Division of Pediatric Cardiology, Department of Pediatrics, Leiden University Medical Center, Leiden, The Netherlands.
Department of Cardiology, Amsterdam UMC, Univ of Amsterdam, Amsterdam, The Netherlands.
Heart. 2019 Nov;105(22):1732-1740. doi: 10.1136/heartjnl-2019-315157. Epub 2019 Jul 10.
To study neo-aortic growth and the evolution of neo-aortic valve regurgitation (AR) in patients with transposition of the great arteries (TGA) after arterial switch operation (ASO) from newborn to adulthood and to identify patients at risk.
Neo-aortic dimensions (annulus/root/sinotubular junction) and neo-aortic valve regurgitation were assessed serially in 345 patients with TGA who underwent ASO between 1977 and 2015. Linear mixed-effect models were used to assess increase of neo-aortic dimensions over time and to identify risk factors for dilatation. Risk factor analysis for AR by using time-dependent Cox regression models.

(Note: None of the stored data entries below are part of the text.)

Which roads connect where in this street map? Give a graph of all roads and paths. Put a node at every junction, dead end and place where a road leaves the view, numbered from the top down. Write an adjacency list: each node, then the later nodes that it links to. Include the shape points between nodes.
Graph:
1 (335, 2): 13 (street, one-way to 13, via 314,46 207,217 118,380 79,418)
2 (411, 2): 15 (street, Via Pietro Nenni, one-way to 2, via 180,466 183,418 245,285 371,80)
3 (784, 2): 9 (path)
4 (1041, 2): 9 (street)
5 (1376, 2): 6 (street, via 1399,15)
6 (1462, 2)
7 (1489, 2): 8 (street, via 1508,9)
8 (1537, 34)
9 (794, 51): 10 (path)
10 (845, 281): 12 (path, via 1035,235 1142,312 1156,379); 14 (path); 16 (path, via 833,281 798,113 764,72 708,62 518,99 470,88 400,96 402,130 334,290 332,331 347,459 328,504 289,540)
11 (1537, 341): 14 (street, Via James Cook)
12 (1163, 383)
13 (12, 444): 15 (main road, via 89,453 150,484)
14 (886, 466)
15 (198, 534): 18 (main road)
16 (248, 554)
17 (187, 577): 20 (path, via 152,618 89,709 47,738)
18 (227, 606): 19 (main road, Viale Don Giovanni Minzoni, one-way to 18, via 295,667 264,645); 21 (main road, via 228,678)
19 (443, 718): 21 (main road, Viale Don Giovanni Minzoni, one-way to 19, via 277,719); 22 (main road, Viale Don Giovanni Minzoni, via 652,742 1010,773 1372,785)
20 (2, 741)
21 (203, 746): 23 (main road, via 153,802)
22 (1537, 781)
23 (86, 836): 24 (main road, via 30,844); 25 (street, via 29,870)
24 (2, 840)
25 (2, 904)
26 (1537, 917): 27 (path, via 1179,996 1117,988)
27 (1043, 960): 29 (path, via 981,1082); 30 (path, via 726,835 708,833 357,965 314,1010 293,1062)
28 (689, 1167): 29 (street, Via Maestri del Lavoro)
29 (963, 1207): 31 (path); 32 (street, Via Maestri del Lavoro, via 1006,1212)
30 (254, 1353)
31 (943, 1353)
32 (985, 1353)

After a rapid increase in the first year after ASO and proportional growth in childhood, neo-aortic dimensions continue to increase in adulthood without stabilisation. Annual diameter increase in adulthood was 0.39±0.06, 0.63±0.09 and 0.54±0.11 mm for, respectively, neo-aortic annulus, root and sinotubular junction, all significantly exceeding normal growth. AR continues to develop over time: freedom from AR ≥moderate during the first 25 years post-ASO was 69%. Risk factors for root dilatation were complex TGA anatomy (TGA-ventricular septal defect (VSD), double outlet right ventricle with subpulmonary VSD) and male gender. Risk factors for AR ≥moderate were: complex TGA anatomy and neo-aortic growth. Per millimetre increase in aortic root dimension, there was a 9% increase in the hazard of AR ≥moderate. Bicuspid pulmonary valve did not relate to the presence of root dilatation or AR.
After ASO, neo-aortic dilatation proceeds beyond childhood and is associated with an increase in AR incidence over time. Careful follow-up of the neo-aortic valve and root function is mandatory, especially in males and in patients with complex TGA anatomy.
研究大动脉转位(TGA)患者经动脉调转术(ASO)后从新生儿到成年的升主动脉(neo-aorta)生长和 neo-aortic 瓣反流(AR)的演变,并确定高危患者。
对 1977 年至 2015 年间接受 ASO 的 345 例 TGA 患者进行了 neo-aortic 尺寸(瓣环/根部/窦管交界处)和 neo-aortic 瓣反流的系列评估。使用线性混合效应模型评估 neo-aortic 尺寸随时间的增加,并确定扩张的危险因素。使用时依 Cox 回归模型对 AR 进行危险因素分析。
ASO 后第一年 neo-aortic 快速增长,儿童期呈比例生长,成年后仍持续增长而无稳定期。成年后 neo-aortic 直径每年分别增加 0.39±0.06、0.63±0.09 和 0.54±0.11mm,均显著超过正常生长。AR 随时间继续发展:ASO 后 25 年内 AR 无中度或重度的比例为 69%。根部扩张的危险因素包括复杂的 TGA 解剖结构(TGA-室间隔缺损(VSD)、右心室双出口伴肺动脉瓣下 VSD)和男性。中度或重度 AR 的危险因素为:复杂的 TGA 解剖结构和 neo-aortic 生长。主动脉根部尺寸每增加 1 毫米,AR 中度或重度的危险比增加 9%。二叶式肺动脉瓣与根部扩张或 AR 无关。
ASO 后,neo-aortic 扩张超过儿童期,并随时间推移 AR 发生率增加。必须对 neo-aortic 瓣和根部功能进行仔细随访,尤其是在男性和复杂 TGA 解剖结构的患者中。